Tuesday, December 18, 2007

Market boom took time ... so will bounce

There's a lot of real estate amnesia out there. It's probably fair to say that a lot of home-sellers can't remember much about the housing market before this decade's Big Boom.

But, oh, there have been arid spots (actually, deserts) in the real estate topography. They're sobering -- as if anybody who has been trying to sell his house for months needs more sobering.

PMI Group Inc., a mortgage-insurance firm in Walnut Creek, Calif., recently revisited the data on three cities that represented the worst of such boom-to-bust cycles in the last 25 years. It was ugly.

Its new report took a microeconomic look at Los Angeles and Boston in the 1990s and Houston in the 1980s. In each, many homeowners trying to make a buck -- not a killing, mind you, just a profit -- had to settle in for a long wait.

In the case of Los Angeles and Boston, the wait was as long as a decade. For Houston, nearly 15 years.

Los Angeles, for example, was seeing double-digit price run-ups in its housing for years until it peaked in 1990. At that point, a recession in the defense and technology industries soured the job market. And if you bought at that peak in late 1990, when prices began to drop, drop, drop, you were unlikely to recoup your investment until late in 2000, according to PMI's review of federal housing data.

The story in Boston was similar: In late 1989, technology jobs dried up and the market peaked. If you bought at that moment -- isn't timing everything? -- you were unlikely to break even until early 1998, PMI said.

Houston's "oil patch" bust, beginning in 1983, is probably the most storied saga in the market. If bought then, at the worst possible moment, you were likely to have to wait 14.5 years to recoup, according to the PMI report.

Are we there yet?

Probably not, said PMI economist LaVaughn Henry. "We don't predict how far things can go," he said. "But [those three busts] are extremes, a major economic shock to a major metropolitan market. If you look at the majority of markets, the time to recovery is much shorter."

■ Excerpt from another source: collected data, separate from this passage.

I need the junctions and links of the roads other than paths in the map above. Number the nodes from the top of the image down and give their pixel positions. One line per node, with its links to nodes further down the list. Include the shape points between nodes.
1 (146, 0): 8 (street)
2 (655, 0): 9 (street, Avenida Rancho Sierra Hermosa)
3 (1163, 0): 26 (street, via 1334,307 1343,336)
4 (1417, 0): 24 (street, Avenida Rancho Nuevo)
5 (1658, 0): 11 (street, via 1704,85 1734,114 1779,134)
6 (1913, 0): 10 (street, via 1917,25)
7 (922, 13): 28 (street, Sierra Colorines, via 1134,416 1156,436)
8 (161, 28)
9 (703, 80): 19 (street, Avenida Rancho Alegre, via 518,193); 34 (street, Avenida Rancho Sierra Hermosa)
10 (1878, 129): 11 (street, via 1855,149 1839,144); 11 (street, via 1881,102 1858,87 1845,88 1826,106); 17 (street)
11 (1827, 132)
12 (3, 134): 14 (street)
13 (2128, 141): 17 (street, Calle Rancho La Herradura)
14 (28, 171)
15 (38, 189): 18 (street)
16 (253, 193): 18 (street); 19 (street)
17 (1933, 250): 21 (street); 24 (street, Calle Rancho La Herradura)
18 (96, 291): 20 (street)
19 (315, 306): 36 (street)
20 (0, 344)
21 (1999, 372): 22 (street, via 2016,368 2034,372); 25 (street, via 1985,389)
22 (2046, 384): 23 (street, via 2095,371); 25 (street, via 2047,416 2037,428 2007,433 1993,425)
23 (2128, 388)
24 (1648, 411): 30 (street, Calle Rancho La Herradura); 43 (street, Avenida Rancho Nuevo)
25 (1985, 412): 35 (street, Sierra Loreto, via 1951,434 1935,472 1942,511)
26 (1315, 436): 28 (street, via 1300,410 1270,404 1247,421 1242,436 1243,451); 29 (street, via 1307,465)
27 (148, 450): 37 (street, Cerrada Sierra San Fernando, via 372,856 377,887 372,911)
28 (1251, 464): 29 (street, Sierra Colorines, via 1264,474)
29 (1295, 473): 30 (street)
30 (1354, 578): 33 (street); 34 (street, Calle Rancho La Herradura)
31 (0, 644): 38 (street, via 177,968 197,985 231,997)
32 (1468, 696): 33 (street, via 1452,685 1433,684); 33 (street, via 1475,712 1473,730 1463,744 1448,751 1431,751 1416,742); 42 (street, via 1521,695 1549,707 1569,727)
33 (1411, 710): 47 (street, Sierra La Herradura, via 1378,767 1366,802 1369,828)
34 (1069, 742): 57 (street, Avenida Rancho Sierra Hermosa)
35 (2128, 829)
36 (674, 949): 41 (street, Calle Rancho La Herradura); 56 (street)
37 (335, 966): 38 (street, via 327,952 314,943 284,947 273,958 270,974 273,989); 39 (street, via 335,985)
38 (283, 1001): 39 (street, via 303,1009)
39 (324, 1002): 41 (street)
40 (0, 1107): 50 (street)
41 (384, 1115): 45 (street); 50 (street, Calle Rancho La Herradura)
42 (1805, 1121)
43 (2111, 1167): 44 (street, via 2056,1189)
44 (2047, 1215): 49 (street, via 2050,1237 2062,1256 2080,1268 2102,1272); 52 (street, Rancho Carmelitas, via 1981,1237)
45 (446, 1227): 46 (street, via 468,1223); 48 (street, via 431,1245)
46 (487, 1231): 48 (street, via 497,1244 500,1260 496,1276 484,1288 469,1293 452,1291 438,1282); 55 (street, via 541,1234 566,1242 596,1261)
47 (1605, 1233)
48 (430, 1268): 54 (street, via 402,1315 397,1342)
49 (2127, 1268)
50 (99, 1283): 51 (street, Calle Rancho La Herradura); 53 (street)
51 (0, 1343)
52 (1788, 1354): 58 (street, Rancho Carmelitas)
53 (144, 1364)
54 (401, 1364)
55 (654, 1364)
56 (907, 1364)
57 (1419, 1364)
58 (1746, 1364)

Patience is still needed, though, he said. "The housing boom wasn't an overnight phenomenon. We can trace it back to early 2000, when the Federal Reserve started cutting interest rates, which so stimulated the housing market that everybody jumped in and demand for homes skyrocketed.

"At the end of the day, it took five years to get here," he said. "It probably won't take that long to get out," largely because employment hasn't plummeted.

"This isn't a correction of small magnitude," Henry said. "It's a large correction, but a workable correction. It will take time to work through the process."

Taxing times

The Internal Revenue Service, in its own cuddly way, has created a section on its Web site to explain the tax consequences for people who have lost their homes to foreclosure.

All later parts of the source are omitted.